• _RECORDED DATA_:
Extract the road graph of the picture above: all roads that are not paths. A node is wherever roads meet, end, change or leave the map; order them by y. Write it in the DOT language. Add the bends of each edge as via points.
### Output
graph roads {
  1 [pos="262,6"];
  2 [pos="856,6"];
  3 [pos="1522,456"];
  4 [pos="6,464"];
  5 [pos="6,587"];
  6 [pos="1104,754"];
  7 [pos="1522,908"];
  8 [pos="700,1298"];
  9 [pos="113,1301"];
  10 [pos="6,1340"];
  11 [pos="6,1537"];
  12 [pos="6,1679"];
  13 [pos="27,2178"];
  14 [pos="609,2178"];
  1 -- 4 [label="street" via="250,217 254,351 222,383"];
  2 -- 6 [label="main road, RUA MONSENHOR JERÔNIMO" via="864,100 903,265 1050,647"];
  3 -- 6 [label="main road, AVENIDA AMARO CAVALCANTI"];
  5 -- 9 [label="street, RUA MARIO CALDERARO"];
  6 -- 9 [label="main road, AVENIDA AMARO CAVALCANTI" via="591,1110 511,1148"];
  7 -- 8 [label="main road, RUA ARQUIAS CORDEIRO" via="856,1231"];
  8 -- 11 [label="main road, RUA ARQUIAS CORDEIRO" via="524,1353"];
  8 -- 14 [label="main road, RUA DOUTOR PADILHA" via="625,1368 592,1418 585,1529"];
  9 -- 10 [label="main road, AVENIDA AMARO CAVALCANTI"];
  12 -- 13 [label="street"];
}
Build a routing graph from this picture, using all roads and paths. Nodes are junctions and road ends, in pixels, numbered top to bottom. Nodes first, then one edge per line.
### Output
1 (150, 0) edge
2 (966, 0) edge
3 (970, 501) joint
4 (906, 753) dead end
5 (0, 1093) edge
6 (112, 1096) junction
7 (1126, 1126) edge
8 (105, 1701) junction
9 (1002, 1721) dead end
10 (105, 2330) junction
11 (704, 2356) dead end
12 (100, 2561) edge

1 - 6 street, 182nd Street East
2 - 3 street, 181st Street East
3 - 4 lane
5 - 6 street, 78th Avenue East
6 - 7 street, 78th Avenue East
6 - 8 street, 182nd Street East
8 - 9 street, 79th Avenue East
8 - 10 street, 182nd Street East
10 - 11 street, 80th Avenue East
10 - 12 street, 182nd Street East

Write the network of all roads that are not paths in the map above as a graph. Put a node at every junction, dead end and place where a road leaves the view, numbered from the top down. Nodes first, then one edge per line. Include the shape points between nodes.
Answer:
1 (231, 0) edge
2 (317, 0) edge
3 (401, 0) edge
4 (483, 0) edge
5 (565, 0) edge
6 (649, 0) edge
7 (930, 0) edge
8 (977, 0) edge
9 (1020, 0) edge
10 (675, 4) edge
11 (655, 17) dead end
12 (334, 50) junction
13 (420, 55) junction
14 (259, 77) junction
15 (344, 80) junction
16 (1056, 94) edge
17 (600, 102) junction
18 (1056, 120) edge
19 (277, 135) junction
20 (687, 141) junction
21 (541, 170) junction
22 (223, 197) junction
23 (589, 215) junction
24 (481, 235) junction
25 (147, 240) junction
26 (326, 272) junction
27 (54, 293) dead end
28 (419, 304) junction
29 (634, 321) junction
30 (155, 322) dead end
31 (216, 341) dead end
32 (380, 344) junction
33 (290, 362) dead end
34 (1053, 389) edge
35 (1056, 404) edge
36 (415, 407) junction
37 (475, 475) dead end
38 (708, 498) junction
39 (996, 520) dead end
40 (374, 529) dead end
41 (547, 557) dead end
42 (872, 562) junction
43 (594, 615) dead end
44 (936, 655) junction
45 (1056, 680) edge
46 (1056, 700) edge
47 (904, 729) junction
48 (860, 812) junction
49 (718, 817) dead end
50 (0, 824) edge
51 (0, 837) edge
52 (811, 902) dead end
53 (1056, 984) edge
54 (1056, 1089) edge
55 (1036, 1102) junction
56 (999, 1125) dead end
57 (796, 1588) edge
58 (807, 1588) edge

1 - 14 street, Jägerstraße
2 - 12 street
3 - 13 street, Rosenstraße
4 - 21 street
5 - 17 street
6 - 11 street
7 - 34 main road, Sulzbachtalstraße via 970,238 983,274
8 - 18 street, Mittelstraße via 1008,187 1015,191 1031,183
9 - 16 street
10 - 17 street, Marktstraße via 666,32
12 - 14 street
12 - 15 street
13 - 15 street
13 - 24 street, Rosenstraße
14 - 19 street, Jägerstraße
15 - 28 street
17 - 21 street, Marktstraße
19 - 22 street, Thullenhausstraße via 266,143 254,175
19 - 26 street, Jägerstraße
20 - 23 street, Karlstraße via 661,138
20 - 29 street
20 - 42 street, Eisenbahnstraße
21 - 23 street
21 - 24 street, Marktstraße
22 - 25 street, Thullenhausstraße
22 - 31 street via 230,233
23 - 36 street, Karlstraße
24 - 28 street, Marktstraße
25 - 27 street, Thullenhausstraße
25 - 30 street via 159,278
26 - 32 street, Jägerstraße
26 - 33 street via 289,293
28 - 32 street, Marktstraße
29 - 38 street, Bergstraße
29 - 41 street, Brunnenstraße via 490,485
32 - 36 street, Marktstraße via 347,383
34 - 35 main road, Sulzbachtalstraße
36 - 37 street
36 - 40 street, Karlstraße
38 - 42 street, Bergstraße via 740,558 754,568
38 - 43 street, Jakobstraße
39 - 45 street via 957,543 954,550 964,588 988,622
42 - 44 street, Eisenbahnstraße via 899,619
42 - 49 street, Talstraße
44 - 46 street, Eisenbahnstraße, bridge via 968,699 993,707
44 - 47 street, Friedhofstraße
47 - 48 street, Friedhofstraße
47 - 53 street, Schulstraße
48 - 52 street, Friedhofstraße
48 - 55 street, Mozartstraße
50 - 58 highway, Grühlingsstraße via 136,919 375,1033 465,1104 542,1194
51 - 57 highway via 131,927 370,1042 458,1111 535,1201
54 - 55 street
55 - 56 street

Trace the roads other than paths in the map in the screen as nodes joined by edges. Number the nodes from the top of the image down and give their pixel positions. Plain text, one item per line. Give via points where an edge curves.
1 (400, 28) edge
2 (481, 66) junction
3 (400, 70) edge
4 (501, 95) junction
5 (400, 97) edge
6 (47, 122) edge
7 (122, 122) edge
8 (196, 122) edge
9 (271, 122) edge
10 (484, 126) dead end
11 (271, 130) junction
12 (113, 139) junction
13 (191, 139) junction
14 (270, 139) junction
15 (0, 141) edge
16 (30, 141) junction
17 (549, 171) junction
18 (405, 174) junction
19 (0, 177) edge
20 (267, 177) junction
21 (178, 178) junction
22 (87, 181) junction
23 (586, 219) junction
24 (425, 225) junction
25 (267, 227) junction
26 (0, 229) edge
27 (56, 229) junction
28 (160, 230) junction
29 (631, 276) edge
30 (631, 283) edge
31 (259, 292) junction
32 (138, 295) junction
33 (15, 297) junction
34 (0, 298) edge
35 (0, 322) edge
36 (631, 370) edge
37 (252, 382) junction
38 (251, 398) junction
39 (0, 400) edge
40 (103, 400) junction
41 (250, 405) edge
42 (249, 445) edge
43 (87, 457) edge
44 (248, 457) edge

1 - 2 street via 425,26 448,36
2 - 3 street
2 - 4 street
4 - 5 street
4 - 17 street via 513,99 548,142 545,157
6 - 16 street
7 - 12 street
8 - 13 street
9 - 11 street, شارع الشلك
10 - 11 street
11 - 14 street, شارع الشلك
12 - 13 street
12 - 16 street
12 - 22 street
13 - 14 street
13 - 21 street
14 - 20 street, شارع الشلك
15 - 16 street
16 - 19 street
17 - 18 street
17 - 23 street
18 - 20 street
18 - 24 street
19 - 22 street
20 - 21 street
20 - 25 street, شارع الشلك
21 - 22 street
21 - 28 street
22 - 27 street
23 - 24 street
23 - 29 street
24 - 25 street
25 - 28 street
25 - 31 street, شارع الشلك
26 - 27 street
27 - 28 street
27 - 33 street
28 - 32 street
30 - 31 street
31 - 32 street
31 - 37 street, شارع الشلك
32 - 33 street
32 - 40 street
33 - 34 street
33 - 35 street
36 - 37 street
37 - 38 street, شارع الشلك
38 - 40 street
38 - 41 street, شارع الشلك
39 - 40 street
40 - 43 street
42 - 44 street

• _ABOUT THIS TASK_: Please find all lines of the entries that hold the string "first" and copy them.

• _SOLUTION BELOW_:
Build a routing graph from this picture, using all roads and paths. Nodes are junctions and road ends, in pixels, numbered top to bottom. Nodes first, then one edge per line.
Write the network of all roads that are not paths in the map above as a graph. Put a node at every junction, dead end and place where a road leaves the view, numbered from the top down. Nodes first, then one edge per line. Include the shape points between nodes.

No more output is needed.